On Thursday, Canadians showed their support for one another and for mental health awareness by participating in #BellLetsTalk.
People shared their difficult and darkest moments, in hopes that their experiences would give comfort to others who are struggling.
The strength and courage it takes for one to share and be vulnerable is commendable. I thank everyone who participated for helping foster this much needed discussion.
By talking about addictions and mental health, we are all helping to reduce the stigma.
There’s more work to be done, and we know that after talking and listening, action is needed. If you take one thing away from this week’s email, I hope it’s that I’m personally committed to helping Nova Scotians when it comes to addictions and mental health. Read about my commitment to action by clicking here.
What else happened this week:
- Friday’s announcement of additional long-term care beds is welcome, but overdue and insufficient. There are roughly 1,500 people waiting for a long-term care bed. The fact is, investments in long-term care were needed years ago. They were needed before COVID-19, and were needed when more money was devoted to feeding prisoners than was devoted to feeding seniors. Read my full statement here.
- Last week, Zach Churchill, Minister of Education and Early Childhood Development said that he expected the data on school ventilation systems to be made available early this week. The week has passed and Nova Scotians have no further assurance that their children, the staff and the teachers in their communities have safe air quality in their schools. Education Critic Tim Halman has been bringing attention to this and will continue to do so.
- Infrastructure projects and spending are critical to our communities, our tourism and our economy. These investments are even more critical now with the obvious need to stimulate the economy.
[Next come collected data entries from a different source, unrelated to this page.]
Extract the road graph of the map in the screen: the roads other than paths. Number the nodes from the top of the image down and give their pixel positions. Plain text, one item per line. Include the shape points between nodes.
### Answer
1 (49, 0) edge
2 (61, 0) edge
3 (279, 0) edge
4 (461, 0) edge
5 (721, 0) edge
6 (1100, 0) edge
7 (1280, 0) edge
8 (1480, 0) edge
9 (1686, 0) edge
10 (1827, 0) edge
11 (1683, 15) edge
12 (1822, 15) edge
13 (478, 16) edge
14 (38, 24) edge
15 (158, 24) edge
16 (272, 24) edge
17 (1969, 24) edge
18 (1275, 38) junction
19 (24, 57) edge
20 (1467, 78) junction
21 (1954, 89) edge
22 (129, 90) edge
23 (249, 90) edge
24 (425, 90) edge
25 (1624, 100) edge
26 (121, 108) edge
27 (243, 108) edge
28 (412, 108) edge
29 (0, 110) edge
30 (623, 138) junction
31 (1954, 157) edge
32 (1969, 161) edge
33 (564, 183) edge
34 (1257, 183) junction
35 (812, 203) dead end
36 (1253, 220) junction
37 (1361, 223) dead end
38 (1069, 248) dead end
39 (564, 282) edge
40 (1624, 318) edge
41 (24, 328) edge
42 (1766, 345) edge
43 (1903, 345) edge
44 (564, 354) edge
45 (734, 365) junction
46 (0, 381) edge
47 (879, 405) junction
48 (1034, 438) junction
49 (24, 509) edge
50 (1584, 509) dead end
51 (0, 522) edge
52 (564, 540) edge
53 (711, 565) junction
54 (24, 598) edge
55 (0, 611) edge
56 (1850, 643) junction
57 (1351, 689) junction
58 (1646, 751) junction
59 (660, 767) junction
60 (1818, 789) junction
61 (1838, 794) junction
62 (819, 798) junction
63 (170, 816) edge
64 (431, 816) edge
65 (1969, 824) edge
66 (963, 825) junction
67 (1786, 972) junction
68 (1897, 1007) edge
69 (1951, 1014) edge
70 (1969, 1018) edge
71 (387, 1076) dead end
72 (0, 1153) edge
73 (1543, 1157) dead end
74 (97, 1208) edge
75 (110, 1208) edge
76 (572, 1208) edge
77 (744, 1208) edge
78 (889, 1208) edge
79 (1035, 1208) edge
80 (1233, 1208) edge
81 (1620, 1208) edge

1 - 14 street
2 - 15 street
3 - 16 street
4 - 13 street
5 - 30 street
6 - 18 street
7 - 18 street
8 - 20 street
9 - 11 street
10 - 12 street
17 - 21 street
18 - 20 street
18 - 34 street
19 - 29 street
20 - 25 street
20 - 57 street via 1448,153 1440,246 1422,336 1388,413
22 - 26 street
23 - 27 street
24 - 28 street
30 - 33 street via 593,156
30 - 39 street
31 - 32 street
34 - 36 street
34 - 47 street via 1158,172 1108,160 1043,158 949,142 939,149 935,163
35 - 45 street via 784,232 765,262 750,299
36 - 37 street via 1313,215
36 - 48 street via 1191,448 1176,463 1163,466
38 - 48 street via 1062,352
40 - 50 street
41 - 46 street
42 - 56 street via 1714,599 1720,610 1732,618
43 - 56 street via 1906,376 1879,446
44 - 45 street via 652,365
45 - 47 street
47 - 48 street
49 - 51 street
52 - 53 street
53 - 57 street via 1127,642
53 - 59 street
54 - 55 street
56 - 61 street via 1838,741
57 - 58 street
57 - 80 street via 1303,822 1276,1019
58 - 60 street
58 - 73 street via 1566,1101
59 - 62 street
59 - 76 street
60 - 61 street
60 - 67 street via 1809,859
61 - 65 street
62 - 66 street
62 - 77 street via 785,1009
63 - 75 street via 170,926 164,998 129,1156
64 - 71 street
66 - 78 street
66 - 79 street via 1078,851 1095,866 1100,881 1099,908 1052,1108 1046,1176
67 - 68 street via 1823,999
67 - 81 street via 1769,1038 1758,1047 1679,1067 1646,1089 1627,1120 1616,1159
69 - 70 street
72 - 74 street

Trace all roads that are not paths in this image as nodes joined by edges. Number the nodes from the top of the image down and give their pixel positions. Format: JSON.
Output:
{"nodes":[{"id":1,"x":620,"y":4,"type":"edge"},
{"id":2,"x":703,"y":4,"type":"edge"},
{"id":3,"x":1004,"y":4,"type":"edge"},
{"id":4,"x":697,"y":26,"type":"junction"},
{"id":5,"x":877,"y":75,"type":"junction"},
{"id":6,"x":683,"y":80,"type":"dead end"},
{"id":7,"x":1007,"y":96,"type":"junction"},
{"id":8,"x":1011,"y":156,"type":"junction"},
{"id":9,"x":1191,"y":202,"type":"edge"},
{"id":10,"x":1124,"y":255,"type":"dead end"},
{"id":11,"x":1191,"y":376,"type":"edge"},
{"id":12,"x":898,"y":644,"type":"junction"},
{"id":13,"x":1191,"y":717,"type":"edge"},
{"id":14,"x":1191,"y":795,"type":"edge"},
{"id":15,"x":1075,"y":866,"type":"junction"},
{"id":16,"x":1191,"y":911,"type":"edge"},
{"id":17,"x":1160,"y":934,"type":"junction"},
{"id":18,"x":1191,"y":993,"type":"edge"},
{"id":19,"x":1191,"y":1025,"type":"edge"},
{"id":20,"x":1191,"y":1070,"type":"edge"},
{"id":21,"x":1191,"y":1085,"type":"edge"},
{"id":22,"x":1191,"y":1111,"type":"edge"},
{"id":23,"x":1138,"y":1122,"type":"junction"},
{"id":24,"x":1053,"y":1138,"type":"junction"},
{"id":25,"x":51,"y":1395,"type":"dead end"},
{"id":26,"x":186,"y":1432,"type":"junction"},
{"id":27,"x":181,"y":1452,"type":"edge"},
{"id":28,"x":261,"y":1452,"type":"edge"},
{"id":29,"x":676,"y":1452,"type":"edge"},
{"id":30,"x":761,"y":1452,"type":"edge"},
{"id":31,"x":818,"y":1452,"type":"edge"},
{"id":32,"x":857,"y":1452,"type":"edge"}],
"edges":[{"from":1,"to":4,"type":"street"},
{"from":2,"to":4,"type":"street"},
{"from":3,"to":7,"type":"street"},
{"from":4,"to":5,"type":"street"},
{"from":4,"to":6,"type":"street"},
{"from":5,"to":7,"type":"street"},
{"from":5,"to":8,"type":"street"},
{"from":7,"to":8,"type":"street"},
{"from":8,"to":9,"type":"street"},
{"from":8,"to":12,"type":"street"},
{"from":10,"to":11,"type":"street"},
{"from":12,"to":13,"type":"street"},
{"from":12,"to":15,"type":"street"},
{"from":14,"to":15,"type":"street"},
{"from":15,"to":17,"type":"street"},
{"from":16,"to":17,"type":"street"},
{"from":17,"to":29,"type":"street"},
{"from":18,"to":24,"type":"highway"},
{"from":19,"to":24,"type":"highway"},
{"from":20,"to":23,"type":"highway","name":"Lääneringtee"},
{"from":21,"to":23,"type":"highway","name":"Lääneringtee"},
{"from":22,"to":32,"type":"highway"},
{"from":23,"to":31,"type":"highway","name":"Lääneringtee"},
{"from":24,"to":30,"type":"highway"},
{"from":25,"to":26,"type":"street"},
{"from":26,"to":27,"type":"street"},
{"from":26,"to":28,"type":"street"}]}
The reason the province releases a five-year plan is to give Nova Scotians confidence that roads, highways and paving projects are based on community needs, infrastructure improvements and safety, not politics. Earlier in the week, the government released upcoming projects. The Minister responsible acknowledged that a new Premier is just around the corner and that they might do things differently. I, along with your PC team, will be watching if any road projects get put on the backburner. Argyle-Barrington MLA Colton LeBlanc called on Transportation and Infrastructure Renewal Minister Lloyd Hines to explain why Highway 103 - Exit 32 is not included in the Five-Year Highway Improvement Plan, when he already committed to doing so during March 2020 budget estimates. The Minister needs to explain this decision to local residents.
- This week, I was invited by Jordi Morgan, who is guest-hosting The Rick Howe Show, to talk about issues facing Nova Scotia. I loved taking calls from Nova Scotians and I look forward to doing it again. In the meantime, take a listen here.
Tip of the hat
Really great news coming out of the film industry here in Nova Scotia. Halifax-shot series Diggstown has been acquired by FOX for broadcasting in the United States.
I’ve had the opportunity to tour the set and meet some of the actors — congratulations to creator Floyd Kane and the whole team.
I’ve said it before but I will say it again: our film industry is so important to the economy. I’ve made the pitch to government before that we have to take every advantage of our film industry and that one way to showcase our beauty and amazing, unique experiences is through our film industry. Nova Scotia has been the site of some incredible television and movie productions.
We must do everything we can to support the industry. Our low COVID cases have made us a destination for upcoming productions, and I wish all success to Diggstown and other in-progress productions.
On September 26, 2019, the Premier said the following:
“Mr. Speaker, in accordance with Rule 43(1), I am making a motion for an emergency debate on climate change. This is an issue that is important to all members of this House and, indeed, all Nova Scotians.
We have seen this issue take the forefront of the global community, and it is important for Nova Scotians to be recognized for the work they have already done, but also for all of us in this House to recognize there is way more work for us as a province to do.
I ask that the business of the House be set aside to deal with this urgent matter.”
Sixteen months later at a Committee of the Legislature, we find out that a roundtable on environment and sustainable prosperity, meant to advise the Minister of Environment, is mostly vacant. It has 15 positions, and 12 vacancies. That's despite 55 people putting their names forward for consideration.
It’s easy to have the sound bites, and it’s easy to stand at a podium and make promises, but if you don’t actively work on achieving them, they are merely empty promises.
There’s no reason for this roundtable not to be fully staffed and advising the Minster. Everyone has shifted to working from home and embracing technology. This roundtable could have been doing the same.
It’s shameful, and I’m glad our Environment Critic and committee member, MLA Brad Johns, has been there to call it out and encourage the Minister to fill these vacant positions right away.
On Tuesday, the Standing Committee on Community Services meets to discuss Phasing Out Adult Residential Centre and Regional Rehabilitation Centre Facilities. The witness is Tracey Taweel – Deputy Minister from the Department of Community Services.
On Wednesday, the Public Accounts Committee will meet to set the agenda.